Well nothing wrong with the observation.
But simply to equate this somehow to your 'final salary' is presumptive. It implies that your entire final salary is 100% 'spent' on something.
I think even before I ever went to work, I had worked out from first principles that:
(a) At some stage, you go to work and earn money.
(b) At a later stage, you finish work, and get a miserable state pension which is peanuts compared to a decent salary.
(c) ergo if you want to pay your gas, electricity, and council tax after retirement, you'd better save for it, by not spending all your salary.
Or is this too simple?0 -
Then they can have the excitement of a generous money purchase pension scheme with 1.5% a ear annual fund management charges and 0% employer contribution matching. Or a more generous one with say 6% matching. Or if they are really fortunate, one with 0.5% fees and 6% employer matching.bristol_pilot wrote: »The best people in the public sector will move to the private sector as and when they can
The pension deal is still very generous compared to the private sector.0 -
Despite many people being against CARE, the majority of people will not actually notice that much difference.

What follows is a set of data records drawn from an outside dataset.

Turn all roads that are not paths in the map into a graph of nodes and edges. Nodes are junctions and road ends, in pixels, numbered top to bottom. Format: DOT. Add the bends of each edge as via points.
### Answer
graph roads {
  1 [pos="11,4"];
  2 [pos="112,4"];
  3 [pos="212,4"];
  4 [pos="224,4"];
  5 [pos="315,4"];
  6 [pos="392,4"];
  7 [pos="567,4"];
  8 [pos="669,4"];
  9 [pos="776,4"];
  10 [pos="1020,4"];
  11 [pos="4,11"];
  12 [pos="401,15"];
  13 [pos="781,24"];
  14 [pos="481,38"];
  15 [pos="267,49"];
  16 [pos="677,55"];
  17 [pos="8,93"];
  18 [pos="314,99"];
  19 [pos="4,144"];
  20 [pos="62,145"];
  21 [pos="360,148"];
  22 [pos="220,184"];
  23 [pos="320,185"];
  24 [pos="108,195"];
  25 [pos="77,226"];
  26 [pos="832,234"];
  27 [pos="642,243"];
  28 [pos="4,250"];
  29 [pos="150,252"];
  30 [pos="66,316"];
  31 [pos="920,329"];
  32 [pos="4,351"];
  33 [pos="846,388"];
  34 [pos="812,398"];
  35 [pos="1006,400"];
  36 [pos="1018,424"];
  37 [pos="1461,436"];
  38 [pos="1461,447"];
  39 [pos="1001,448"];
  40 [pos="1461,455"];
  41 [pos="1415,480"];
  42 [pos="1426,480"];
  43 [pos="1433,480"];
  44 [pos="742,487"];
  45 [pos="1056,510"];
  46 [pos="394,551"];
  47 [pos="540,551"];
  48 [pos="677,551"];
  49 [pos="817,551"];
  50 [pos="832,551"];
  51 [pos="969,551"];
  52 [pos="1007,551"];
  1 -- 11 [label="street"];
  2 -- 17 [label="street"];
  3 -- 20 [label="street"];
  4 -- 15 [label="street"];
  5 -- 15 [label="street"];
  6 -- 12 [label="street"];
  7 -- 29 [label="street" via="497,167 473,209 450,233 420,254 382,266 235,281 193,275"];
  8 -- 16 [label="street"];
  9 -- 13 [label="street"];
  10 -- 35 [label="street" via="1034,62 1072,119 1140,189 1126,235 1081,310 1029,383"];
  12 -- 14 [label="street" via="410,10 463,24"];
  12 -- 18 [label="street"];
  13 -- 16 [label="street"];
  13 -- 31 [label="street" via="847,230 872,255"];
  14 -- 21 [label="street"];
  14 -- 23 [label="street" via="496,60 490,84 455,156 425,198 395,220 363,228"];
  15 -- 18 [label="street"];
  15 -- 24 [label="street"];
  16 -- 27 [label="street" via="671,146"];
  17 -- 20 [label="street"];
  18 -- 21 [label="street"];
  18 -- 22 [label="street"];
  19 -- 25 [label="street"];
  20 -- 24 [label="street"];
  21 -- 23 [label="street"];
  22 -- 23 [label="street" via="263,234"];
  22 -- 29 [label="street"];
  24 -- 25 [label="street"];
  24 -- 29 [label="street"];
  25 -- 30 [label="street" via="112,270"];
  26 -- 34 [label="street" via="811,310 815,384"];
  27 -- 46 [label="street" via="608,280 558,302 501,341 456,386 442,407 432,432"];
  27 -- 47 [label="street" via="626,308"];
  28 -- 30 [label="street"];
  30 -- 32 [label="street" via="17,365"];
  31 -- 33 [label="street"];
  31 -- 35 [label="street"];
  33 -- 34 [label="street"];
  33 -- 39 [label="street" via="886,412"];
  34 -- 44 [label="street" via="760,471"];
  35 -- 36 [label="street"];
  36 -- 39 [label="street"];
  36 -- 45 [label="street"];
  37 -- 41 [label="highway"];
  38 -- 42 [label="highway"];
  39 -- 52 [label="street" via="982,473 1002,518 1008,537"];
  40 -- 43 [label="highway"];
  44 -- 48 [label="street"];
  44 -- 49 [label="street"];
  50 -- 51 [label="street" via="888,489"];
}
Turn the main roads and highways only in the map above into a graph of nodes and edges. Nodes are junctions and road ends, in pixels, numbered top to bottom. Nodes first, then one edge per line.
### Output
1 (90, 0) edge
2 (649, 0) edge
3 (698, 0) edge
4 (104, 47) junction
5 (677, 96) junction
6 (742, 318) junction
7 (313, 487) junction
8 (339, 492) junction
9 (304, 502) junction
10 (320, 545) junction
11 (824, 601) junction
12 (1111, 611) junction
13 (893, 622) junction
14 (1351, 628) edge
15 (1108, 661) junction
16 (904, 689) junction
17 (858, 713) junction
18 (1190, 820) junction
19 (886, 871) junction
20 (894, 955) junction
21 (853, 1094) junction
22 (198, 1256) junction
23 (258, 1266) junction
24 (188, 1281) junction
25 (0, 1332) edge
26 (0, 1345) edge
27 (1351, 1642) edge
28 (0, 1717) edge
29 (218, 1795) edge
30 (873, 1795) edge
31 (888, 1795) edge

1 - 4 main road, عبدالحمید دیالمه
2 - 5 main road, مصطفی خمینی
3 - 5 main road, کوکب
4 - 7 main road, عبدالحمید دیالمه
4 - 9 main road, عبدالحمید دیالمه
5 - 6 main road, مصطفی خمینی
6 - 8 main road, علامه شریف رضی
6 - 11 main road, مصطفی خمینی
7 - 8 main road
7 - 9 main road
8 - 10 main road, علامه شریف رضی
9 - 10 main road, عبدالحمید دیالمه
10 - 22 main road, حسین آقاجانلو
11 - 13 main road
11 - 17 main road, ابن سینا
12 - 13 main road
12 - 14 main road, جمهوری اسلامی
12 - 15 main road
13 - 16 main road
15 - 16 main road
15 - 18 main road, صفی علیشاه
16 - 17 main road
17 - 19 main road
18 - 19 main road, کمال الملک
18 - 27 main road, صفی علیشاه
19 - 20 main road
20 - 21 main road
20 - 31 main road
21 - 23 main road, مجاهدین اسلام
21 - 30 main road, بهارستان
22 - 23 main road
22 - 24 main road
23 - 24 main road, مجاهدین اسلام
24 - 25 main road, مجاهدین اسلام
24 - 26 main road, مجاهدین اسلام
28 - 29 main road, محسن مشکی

I believe Hutton has recommended that the CARE scheme should use indexing by average earnings until the date the pension is paid. A CARE system with that type of indexing is a really good pension scheme for low earners.
The problem is that CARE systems depend critically on the type of indexing used. A CARE system with CPI indexing whilst the pension is being accumulated is a really poor scheme even for low earners because that CPI indexing would be used for 40 years before the pension is paid out.
My guess (I have done no calculations) is that such a scheme is so poor that someone in such a scheme for just a few years and a long way from retirement might be better off transferring the money to a money purchase scheme.0 -
My guess (I have done no calculations) is that such a scheme is so poor that someone in such a scheme for just a few years and a long way from retirement might be better off transferring the money to a money purchase scheme.
Although I understand the sentiment behind this, I sincerely hope that this never gets to be a reality. You see the trouble is in what you have called "the money". There is no such thing as "the money". This is because:
(a) In a non funded scheme (like many of the Public Sector ones) there is literally no money. They are paid from revenue in the same way as state pensions.
(b) In a funded scheme, 'the money' is a large account - not specific to any pension scheme member - based upon rather assumptive projections.
The minute you start trying to apportion such a fund between members, and quote a 'transfer value', then it's like having a mouthful of hot food. Whatever you do next is wrong.
Forget the 0.01% chance that the actuary has accurately forseen every aspect of CPI, investment rates, and future salary of the specific employee for the next 20 years. Either he will have got it wrong one way. Or he has got it wrong the other way.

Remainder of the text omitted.